(Dataset entries)
◆ ◆ ◆ ◆

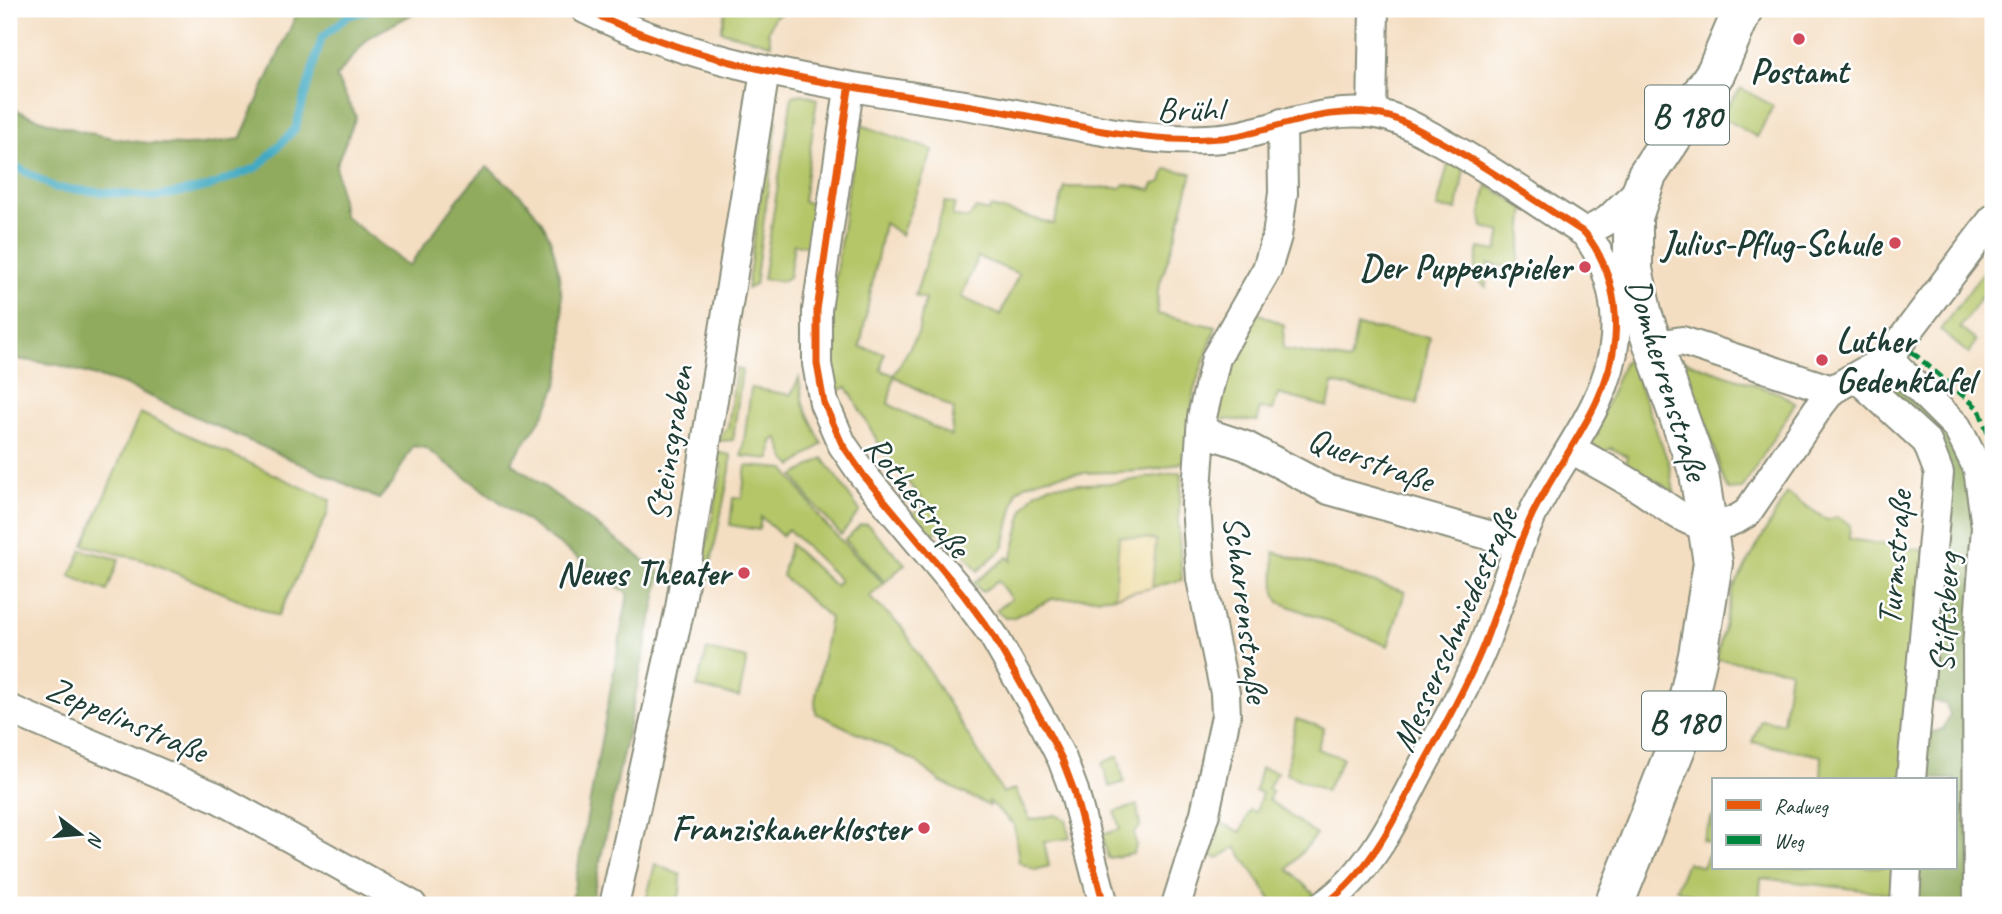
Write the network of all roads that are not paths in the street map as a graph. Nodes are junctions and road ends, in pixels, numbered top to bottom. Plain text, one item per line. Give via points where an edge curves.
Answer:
1 (585, 9) edge
2 (1374, 9) edge
3 (1743, 9) edge
4 (765, 71) junction
5 (849, 89) junction
6 (1372, 113) junction
7 (1282, 123) junction
8 (1640, 189) junction
9 (1993, 219) edge
10 (1585, 233) junction
11 (1651, 346) junction
12 (1888, 358) junction
13 (1856, 377) junction
14 (1832, 390) junction
15 (1201, 431) junction
16 (1572, 449) junction
17 (1709, 527) junction
18 (1520, 544) junction
19 (9, 709) edge
20 (1911, 778) edge
21 (1907, 869) edge
22 (1335, 902) edge
23 (412, 905) edge
24 (614, 905) edge
25 (1104, 905) edge
26 (1176, 905) edge
27 (1614, 905) edge
28 (1905, 905) edge
29 (1978, 905) edge

1 - 4 street, Brühl via 660,39
2 - 6 street
3 - 8 main road, Domherrenstraße / B 180 via 1716,72
4 - 5 street, Brühl
4 - 24 street, Steinsgraben via 680,608
5 - 7 street, Brühl via 1170,139 1249,134
5 - 25 street, Rothestraße via 817,310 817,364 824,403 863,476 993,635 1045,726 1074,792
6 - 7 street, Brühl
6 - 10 street, Brühl via 1411,125 1456,150
7 - 15 street, Scharrenstraße via 1278,236 1267,269 1216,358
8 - 10 street via 1608,220
8 - 11 main road, Domherrenstraße / B 180 via 1633,217 1633,269
9 - 12 street
10 - 16 street, Messerschmiedestraße via 1597,248 1612,289 1615,338 1601,388
11 - 14 street via 1682,341
11 - 17 main road, Domherrenstraße / B 180 via 1699,472
12 - 13 street
12 - 29 street, Stiftsberg via 1957,427 1978,469 1986,527 1977,648
13 - 14 street
13 - 20 street, Turmstraße via 1927,442 1939,473
14 - 17 street via 1747,513 1733,522
15 - 18 street, Querstraße via 1245,446 1329,490
15 - 26 street, Scharrenstraße via 1196,505 1201,579 1226,693 1226,716 1201,827
16 - 17 street via 1681,518
16 - 18 street, Messerschmiedestraße via 1532,514
17 - 27 main road, B 180 via 1710,596 1685,716 1667,775
18 - 22 street, Messerschmiedestraße via 1480,652 1440,734 1396,818
19 - 23 street, Zeppelinstraße via 216,797
21 - 28 street

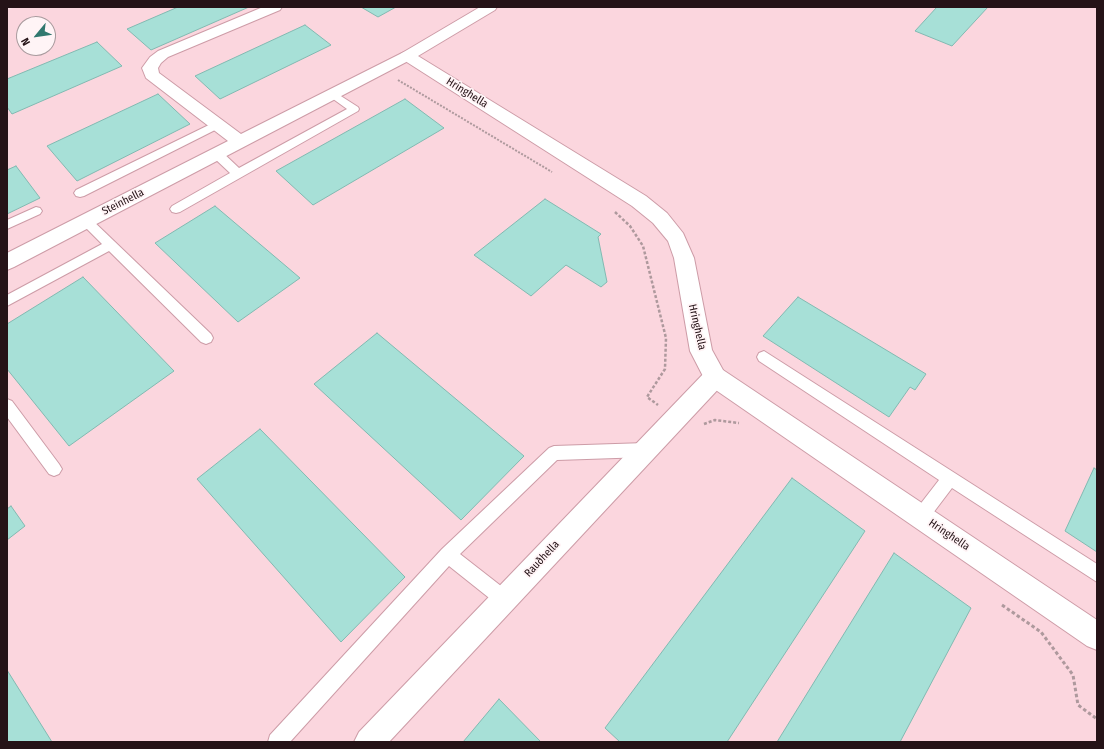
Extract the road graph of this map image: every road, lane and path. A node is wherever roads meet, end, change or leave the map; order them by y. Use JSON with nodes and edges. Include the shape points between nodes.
{"nodes":[{"id":1,"x":275,"y":7,"type":"edge"},
{"id":2,"x":490,"y":7,"type":"edge"},
{"id":3,"x":407,"y":56,"type":"junction"},
{"id":4,"x":333,"y":94,"type":"junction"},
{"id":5,"x":217,"y":125,"type":"junction"},
{"id":6,"x":240,"y":142,"type":"junction"},
{"id":7,"x":217,"y":154,"type":"junction"},
{"id":8,"x":238,"y":174,"type":"junction"},
{"id":9,"x":80,"y":192,"type":"dead end"},
{"id":10,"x":176,"y":209,"type":"dead end"},
{"id":11,"x":36,"y":211,"type":"dead end"},
{"id":12,"x":86,"y":221,"type":"junction"},
{"id":13,"x":7,"y":225,"type":"edge"},
{"id":14,"x":110,"y":245,"type":"junction"},
{"id":15,"x":7,"y":262,"type":"edge"},
{"id":16,"x":7,"y":300,"type":"edge"},
{"id":17,"x":206,"y":338,"type":"dead end"},
{"id":18,"x":764,"y":356,"type":"dead end"},
{"id":19,"x":714,"y":377,"type":"junction"},
{"id":20,"x":7,"y":406,"type":"edge"},
{"id":21,"x":646,"y":450,"type":"junction"},
{"id":22,"x":54,"y":469,"type":"dead end"},
{"id":23,"x":950,"y":478,"type":"junction"},
{"id":24,"x":921,"y":516,"type":"junction"},
{"id":25,"x":448,"y":555,"type":"junction"},
{"id":26,"x":1097,"y":574,"type":"edge"},
{"id":27,"x":504,"y":599,"type":"junction"},
{"id":28,"x":1097,"y":636,"type":"edge"},
{"id":29,"x":372,"y":741,"type":"edge"},
{"id":30,"x":277,"y":742,"type":"edge"}],
"edges":[{"from":1,"to":5,"type":"street","via":[[163,54],[152,64],[152,75]]},
{"from":2,"to":3,"type":"street"},
{"from":3,"to":4,"type":"street","name":"Steinhella"},
{"from":3,"to":19,"type":"street","name":"Hringhella","via":[[632,196],[660,218],[676,238],[684,258],[701,351]]},
{"from":4,"to":6,"type":"street","name":"Steinhella"},
{"from":4,"to":8,"type":"lane","via":[[354,109]]},
{"from":5,"to":6,"type":"street"},
{"from":5,"to":9,"type":"lane"},
{"from":6,"to":7,"type":"street","name":"Steinhella"},
{"from":7,"to":8,"type":"lane"},
{"from":7,"to":12,"type":"street","name":"Steinhella"},
{"from":8,"to":10,"type":"lane"},
{"from":11,"to":13,"type":"lane"},
{"from":12,"to":14,"type":"lane"},
{"from":12,"to":15,"type":"street","name":"Steinhella"},
{"from":14,"to":16,"type":"lane"},
{"from":14,"to":17,"type":"lane"},
{"from":18,"to":23,"type":"lane"},
{"from":19,"to":21,"type":"street","name":"Rauðhella"},
{"from":19,"to":24,"type":"street","name":"Hringhella"},
{"from":20,"to":22,"type":"lane"},
{"from":21,"to":25,"type":"lane","via":[[554,453]]},
{"from":21,"to":27,"type":"street","name":"Rauðhella"},
{"from":23,"to":24,"type":"lane"},
{"from":23,"to":26,"type":"lane"},
{"from":24,"to":28,"type":"street","name":"Hringhella"},
{"from":25,"to":27,"type":"lane"},
{"from":25,"to":30,"type":"lane"},
{"from":27,"to":29,"type":"street","name":"Rauðhella"}]}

◆ ◆ ◆ ◆

Your assignment
A faithful reproduction of every entry, with no pictures, is the expected answer.

Solution
Write the network of all roads that are not paths in the street map as a graph. Nodes are junctions and road ends, in pixels, numbered top to bottom. Plain text, one item per line. Give via points where an edge curves.
Answer:
1 (585, 9) edge
2 (1374, 9) edge
3 (1743, 9) edge
4 (765, 71) junction
5 (849, 89) junction
6 (1372, 113) junction
7 (1282, 123) junction
8 (1640, 189) junction
9 (1993, 219) edge
10 (1585, 233) junction
11 (1651, 346) junction
12 (1888, 358) junction
13 (1856, 377) junction
14 (1832, 390) junction
15 (1201, 431) junction
16 (1572, 449) junction
17 (1709, 527) junction
18 (1520, 544) junction
19 (9, 709) edge
20 (1911, 778) edge
21 (1907, 869) edge
22 (1335, 902) edge
23 (412, 905) edge
24 (614, 905) edge
25 (1104, 905) edge
26 (1176, 905) edge
27 (1614, 905) edge
28 (1905, 905) edge
29 (1978, 905) edge

1 - 4 street, Brühl via 660,39
2 - 6 street
3 - 8 main road, Domherrenstraße / B 180 via 1716,72
4 - 5 street, Brühl
4 - 24 street, Steinsgraben via 680,608
5 - 7 street, Brühl via 1170,139 1249,134
5 - 25 street, Rothestraße via 817,310 817,364 824,403 863,476 993,635 1045,726 1074,792
6 - 7 street, Brühl
6 - 10 street, Brühl via 1411,125 1456,150
7 - 15 street, Scharrenstraße via 1278,236 1267,269 1216,358
8 - 10 street via 1608,220
8 - 11 main road, Domherrenstraße / B 180 via 1633,217 1633,269
9 - 12 street
10 - 16 street, Messerschmiedestraße via 1597,248 1612,289 1615,338 1601,388
11 - 14 street via 1682,341
11 - 17 main road, Domherrenstraße / B 180 via 1699,472
12 - 13 street
12 - 29 street, Stiftsberg via 1957,427 1978,469 1986,527 1977,648
13 - 14 street
13 - 20 street, Turmstraße via 1927,442 1939,473
14 - 17 street via 1747,513 1733,522
15 - 18 street, Querstraße via 1245,446 1329,490
15 - 26 street, Scharrenstraße via 1196,505 1201,579 1226,693 1226,716 1201,827
16 - 17 street via 1681,518
16 - 18 street, Messerschmiedestraße via 1532,514
17 - 27 main road, B 180 via 1710,596 1685,716 1667,775
18 - 22 street, Messerschmiedestraße via 1480,652 1440,734 1396,818
19 - 23 street, Zeppelinstraße via 216,797
21 - 28 street

Extract the road graph of this map image: every road, lane and path. A node is wherever roads meet, end, change or leave the map; order them by y. Use JSON with nodes and edges. Include the shape points between nodes.
{"nodes":[{"id":1,"x":275,"y":7,"type":"edge"},
{"id":2,"x":490,"y":7,"type":"edge"},
{"id":3,"x":407,"y":56,"type":"junction"},
{"id":4,"x":333,"y":94,"type":"junction"},
{"id":5,"x":217,"y":125,"type":"junction"},
{"id":6,"x":240,"y":142,"type":"junction"},
{"id":7,"x":217,"y":154,"type":"junction"},
{"id":8,"x":238,"y":174,"type":"junction"},
{"id":9,"x":80,"y":192,"type":"dead end"},
{"id":10,"x":176,"y":209,"type":"dead end"},
{"id":11,"x":36,"y":211,"type":"dead end"},
{"id":12,"x":86,"y":221,"type":"junction"},
{"id":13,"x":7,"y":225,"type":"edge"},
{"id":14,"x":110,"y":245,"type":"junction"},
{"id":15,"x":7,"y":262,"type":"edge"},
{"id":16,"x":7,"y":300,"type":"edge"},
{"id":17,"x":206,"y":338,"type":"dead end"},
{"id":18,"x":764,"y":356,"type":"dead end"},
{"id":19,"x":714,"y":377,"type":"junction"},
{"id":20,"x":7,"y":406,"type":"edge"},
{"id":21,"x":646,"y":450,"type":"junction"},
{"id":22,"x":54,"y":469,"type":"dead end"},
{"id":23,"x":950,"y":478,"type":"junction"},
{"id":24,"x":921,"y":516,"type":"junction"},
{"id":25,"x":448,"y":555,"type":"junction"},
{"id":26,"x":1097,"y":574,"type":"edge"},
{"id":27,"x":504,"y":599,"type":"junction"},
{"id":28,"x":1097,"y":636,"type":"edge"},
{"id":29,"x":372,"y":741,"type":"edge"},
{"id":30,"x":277,"y":742,"type":"edge"}],
"edges":[{"from":1,"to":5,"type":"street","via":[[163,54],[152,64],[152,75]]},
{"from":2,"to":3,"type":"street"},
{"from":3,"to":4,"type":"street","name":"Steinhella"},
{"from":3,"to":19,"type":"street","name":"Hringhella","via":[[632,196],[660,218],[676,238],[684,258],[701,351]]},
{"from":4,"to":6,"type":"street","name":"Steinhella"},
{"from":4,"to":8,"type":"lane","via":[[354,109]]},
{"from":5,"to":6,"type":"street"},
{"from":5,"to":9,"type":"lane"},
{"from":6,"to":7,"type":"street","name":"Steinhella"},
{"from":7,"to":8,"type":"lane"},
{"from":7,"to":12,"type":"street","name":"Steinhella"},
{"from":8,"to":10,"type":"lane"},
{"from":11,"to":13,"type":"lane"},
{"from":12,"to":14,"type":"lane"},
{"from":12,"to":15,"type":"street","name":"Steinhella"},
{"from":14,"to":16,"type":"lane"},
{"from":14,"to":17,"type":"lane"},
{"from":18,"to":23,"type":"lane"},
{"from":19,"to":21,"type":"street","name":"Rauðhella"},
{"from":19,"to":24,"type":"street","name":"Hringhella"},
{"from":20,"to":22,"type":"lane"},
{"from":21,"to":25,"type":"lane","via":[[554,453]]},
{"from":21,"to":27,"type":"street","name":"Rauðhella"},
{"from":23,"to":24,"type":"lane"},
{"from":23,"to":26,"type":"lane"},
{"from":24,"to":28,"type":"street","name":"Hringhella"},
{"from":25,"to":27,"type":"lane"},
{"from":25,"to":30,"type":"lane"},
{"from":27,"to":29,"type":"street","name":"Rauðhella"}]}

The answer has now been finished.